In terms of foreign policy and the war on terrorism, the argument requires a few more steps. But the basic idea is that Market Fundamentalism --combined with an exaggerated faith in military might–has undermined the effectiveness of U.S. foreign policy. In Iraq, for example, our reconstruction policies have been based on enormous reconstruction contracts to giant U.S. based multinational corporations that bring U.S. and other foreign workers in from abroad and do little to provide jobs for millions of unemployed Iraqis. The occupation government has also made Iraq a poster child for free market policies by limiting tariffs to 5% for a two year reconstruction period. They have eliminated almost all obstacles to foreign investment in the Iraqi economy and placed a 15% ceiling on the income tax for individuals and corporations. Since turning over a country’s economy to the Apprentice has never created prosperity, it is not surprising that the Iraqi economy is a disaster area.
The United States should be working to build democracy in every corner of the globe. But Market Fundamentalism actually undermines democratic values. We cannot successfully export democracy without also exporting economic justice and economic opportunity.
Iraq in this sense is a microcosm of a much larger problem. For more than twenty years now, the United States has been aggressively exporting Market Fundamentalist policies to other nations. This country tells foreign governments that they must lower their tariff barriers, dismantle controls over capital flows, cut government spending, and privatize state-owned industries. Most of the world’s developing and transitional economies have followed these policies and the overwhelming majority of them have been moving backwards–not forwards-- on all of the key indicators of economic success reported by the World Bank and the United Nation’s Human Development Reports. Market Fundamentalism, in short, has subverted economic development in most of the poorer regions of the world.

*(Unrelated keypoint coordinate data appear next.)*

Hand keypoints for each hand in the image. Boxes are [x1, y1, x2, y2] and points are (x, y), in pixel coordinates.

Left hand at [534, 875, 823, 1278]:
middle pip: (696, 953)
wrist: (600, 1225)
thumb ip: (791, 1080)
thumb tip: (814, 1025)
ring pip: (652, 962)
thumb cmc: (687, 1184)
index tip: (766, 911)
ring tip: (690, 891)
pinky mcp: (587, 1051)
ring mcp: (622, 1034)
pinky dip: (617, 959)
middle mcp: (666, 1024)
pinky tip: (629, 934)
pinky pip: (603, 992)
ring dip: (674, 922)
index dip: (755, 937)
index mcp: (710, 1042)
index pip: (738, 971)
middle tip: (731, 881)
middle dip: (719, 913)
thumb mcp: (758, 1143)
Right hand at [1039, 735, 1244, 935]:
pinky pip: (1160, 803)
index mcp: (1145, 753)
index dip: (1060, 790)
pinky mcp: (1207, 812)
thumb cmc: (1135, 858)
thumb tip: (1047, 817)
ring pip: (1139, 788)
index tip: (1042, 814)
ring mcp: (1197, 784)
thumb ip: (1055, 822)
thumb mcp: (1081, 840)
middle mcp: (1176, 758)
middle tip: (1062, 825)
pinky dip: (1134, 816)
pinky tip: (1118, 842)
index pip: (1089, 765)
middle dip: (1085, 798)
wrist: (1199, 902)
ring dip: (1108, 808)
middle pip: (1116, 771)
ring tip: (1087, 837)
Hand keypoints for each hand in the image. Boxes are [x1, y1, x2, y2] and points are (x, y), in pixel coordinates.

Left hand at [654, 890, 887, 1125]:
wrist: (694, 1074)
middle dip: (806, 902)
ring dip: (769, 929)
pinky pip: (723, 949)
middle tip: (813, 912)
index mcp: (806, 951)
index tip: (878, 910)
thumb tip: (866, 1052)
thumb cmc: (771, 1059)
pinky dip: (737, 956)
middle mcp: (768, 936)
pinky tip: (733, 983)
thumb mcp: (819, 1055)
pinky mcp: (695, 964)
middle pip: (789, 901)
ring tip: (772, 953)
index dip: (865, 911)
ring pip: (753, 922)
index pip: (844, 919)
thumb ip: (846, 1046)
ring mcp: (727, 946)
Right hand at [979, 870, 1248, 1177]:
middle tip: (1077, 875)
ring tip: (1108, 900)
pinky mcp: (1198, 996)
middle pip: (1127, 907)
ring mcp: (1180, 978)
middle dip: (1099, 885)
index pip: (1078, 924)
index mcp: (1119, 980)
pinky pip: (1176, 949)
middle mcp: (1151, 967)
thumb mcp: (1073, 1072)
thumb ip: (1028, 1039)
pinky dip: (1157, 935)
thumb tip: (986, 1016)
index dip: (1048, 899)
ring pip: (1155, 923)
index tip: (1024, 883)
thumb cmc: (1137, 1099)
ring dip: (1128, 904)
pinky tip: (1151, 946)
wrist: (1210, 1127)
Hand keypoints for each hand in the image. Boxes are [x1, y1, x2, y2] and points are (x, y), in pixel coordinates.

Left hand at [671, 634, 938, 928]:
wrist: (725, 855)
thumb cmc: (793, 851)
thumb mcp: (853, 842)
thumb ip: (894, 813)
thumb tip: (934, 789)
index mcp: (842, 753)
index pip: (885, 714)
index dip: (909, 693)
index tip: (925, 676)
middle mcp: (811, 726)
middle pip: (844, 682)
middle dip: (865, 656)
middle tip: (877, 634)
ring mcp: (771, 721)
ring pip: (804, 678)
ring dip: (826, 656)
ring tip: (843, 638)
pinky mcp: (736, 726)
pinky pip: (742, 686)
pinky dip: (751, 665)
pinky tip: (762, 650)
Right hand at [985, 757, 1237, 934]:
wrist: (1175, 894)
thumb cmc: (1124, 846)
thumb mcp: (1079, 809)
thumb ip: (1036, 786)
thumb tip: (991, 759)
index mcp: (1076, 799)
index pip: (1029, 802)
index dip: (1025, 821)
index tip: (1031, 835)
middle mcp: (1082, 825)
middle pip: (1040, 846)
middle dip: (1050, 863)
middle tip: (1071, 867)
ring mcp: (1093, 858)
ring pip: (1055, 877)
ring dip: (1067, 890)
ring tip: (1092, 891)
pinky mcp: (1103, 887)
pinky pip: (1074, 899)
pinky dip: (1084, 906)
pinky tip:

Even before the disaster in Iraq, the global failure of Market Fundamentalism had badly undermined our nation’s credibility in the developing world. It is now far easier for Islamic Radicals to demonize the U.S. as a greedy superpower bent on continuing the subordination of all Muslims. The failures of Market Fundamentalism have made recruitment easier for Al Queda and similar groups. In short, a new Administration needs a radically new strategy to counter the terrorist threat. The centerpiece of such a strategy must be a new approach to global development that abandons Market Fundamentalism in favor of exporting economic opportunity and economic justice.
What Now?
It took conservatives years to propagate the belief in Market Fundamentalism as the right way to think about government policy in the U.S. Breaking its hold and establishing an alternative frame is a formidable task. But the struggle to construct a Moral Economy is hardly new or alien in the American landscape. It is a continuation of a long progressive tradition in the United States. In our effort to reconcile market activity with our highest values, we walk in the footsteps of activists who struggled for the abolition of slavery, for women’s suffrage, for the eight hour day, for collective bargaining, for cleaner air and water, and for economic security for the elderly. In the ongoing contest between Moral Economy and Market Fundamentalism, it is the former that speaks to what Lincoln called “the better angels of our nature”.